第1話は、大黒市にある祖母の家に引っ越してきた主人公、優子が電脳ペットである飼い犬「デンスケ」を救出するお話。いきなりトラブルに巻き込まれる疾走感のあるお話だったのも、引き込まれる要因だったと思います。

第2話は、ウィルスに感染したデンスケと彼を追うなぞの生物、そしておばあちゃん最強説。第2話ですでにキャラクターに愛着わいてる。

続きがほんと楽しみです。

2007-05-09

[][] 新井英樹@マンガノゲンバ

新井英樹が出演するというのを「の残滓」さんのところで知り楽しみにしてたのですが、5/9て明日かと思っててあやうく見逃すところだった。ありがとう教えてくれた人。

というわけで、前半の榎本俊二さんの部分は見れなかったんですが、新井先生の部分はばっちり見ました。動いているところを初めてみたけど、まったく違和感なかったな。自画像似てる。

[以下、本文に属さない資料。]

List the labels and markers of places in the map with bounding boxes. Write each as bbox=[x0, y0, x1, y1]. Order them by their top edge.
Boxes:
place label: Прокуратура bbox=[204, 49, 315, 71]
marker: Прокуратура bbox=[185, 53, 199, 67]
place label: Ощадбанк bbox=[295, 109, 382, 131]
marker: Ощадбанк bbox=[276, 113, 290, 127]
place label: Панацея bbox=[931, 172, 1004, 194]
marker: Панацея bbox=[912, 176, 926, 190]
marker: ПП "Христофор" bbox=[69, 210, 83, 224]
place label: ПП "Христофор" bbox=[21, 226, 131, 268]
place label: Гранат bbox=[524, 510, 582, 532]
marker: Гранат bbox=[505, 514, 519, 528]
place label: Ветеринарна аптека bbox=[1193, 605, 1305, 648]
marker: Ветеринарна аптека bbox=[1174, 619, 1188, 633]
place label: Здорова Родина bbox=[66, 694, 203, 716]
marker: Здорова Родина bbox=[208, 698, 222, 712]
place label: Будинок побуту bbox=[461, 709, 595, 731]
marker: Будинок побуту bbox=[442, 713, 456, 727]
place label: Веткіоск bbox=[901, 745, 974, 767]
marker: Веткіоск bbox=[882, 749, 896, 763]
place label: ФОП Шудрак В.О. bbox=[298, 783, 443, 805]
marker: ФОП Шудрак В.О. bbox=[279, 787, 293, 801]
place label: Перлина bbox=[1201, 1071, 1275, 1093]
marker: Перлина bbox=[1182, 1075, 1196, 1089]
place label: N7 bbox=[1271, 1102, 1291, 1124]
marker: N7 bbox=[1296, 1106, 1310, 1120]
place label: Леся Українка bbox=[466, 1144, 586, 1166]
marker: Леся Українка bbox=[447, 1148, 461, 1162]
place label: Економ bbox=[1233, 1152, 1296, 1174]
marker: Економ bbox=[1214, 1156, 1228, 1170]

梶原一騎作品などの「群れない主人公」に惹かれたという話をきいて、宮本の袖(たぶん1巻)に書いてあった「クソ意地はる男が好きです」という台詞を思い出す。「自分の力を信じる」というキーワードは、ただそれだけを聞くときれいな話なんだけど、信じる/信じられる感触をリンの不遜さ、「凡百の天才と一緒にすんな」って言葉など、に繋げていくのが新井英樹ならではだなと思う。

「天才を語る時に、ただ天才であるということだけでなく人格やらを付加するのが気に食わない。天才というのは何かのバランスがおかしい存在だ」(記憶書きです)

と語っているのを聞いて、今まで読者としての思い込みでしかなかった「新井英樹の意図」みたいなものに、少し触れられたような気がした。それは、あこがれと、人格の肯定は別であるという考えかたに裏付けられた言葉なのだろうし、そうやって、ものごとを「混同しない」でいるというのは、力のいることなのだと思う。

あとね、やっぱ鉛筆書きの絵コンテ見て、感動した。

ボクサーにインタビューして描いたという「RIN」の場面がうつるのを見ていて、ああそうか、この人の漫画はやっぱり、カメラじゃなくてその場の見え方なんだなとか思う。そして、それは「漫画」だからこその表現だよな。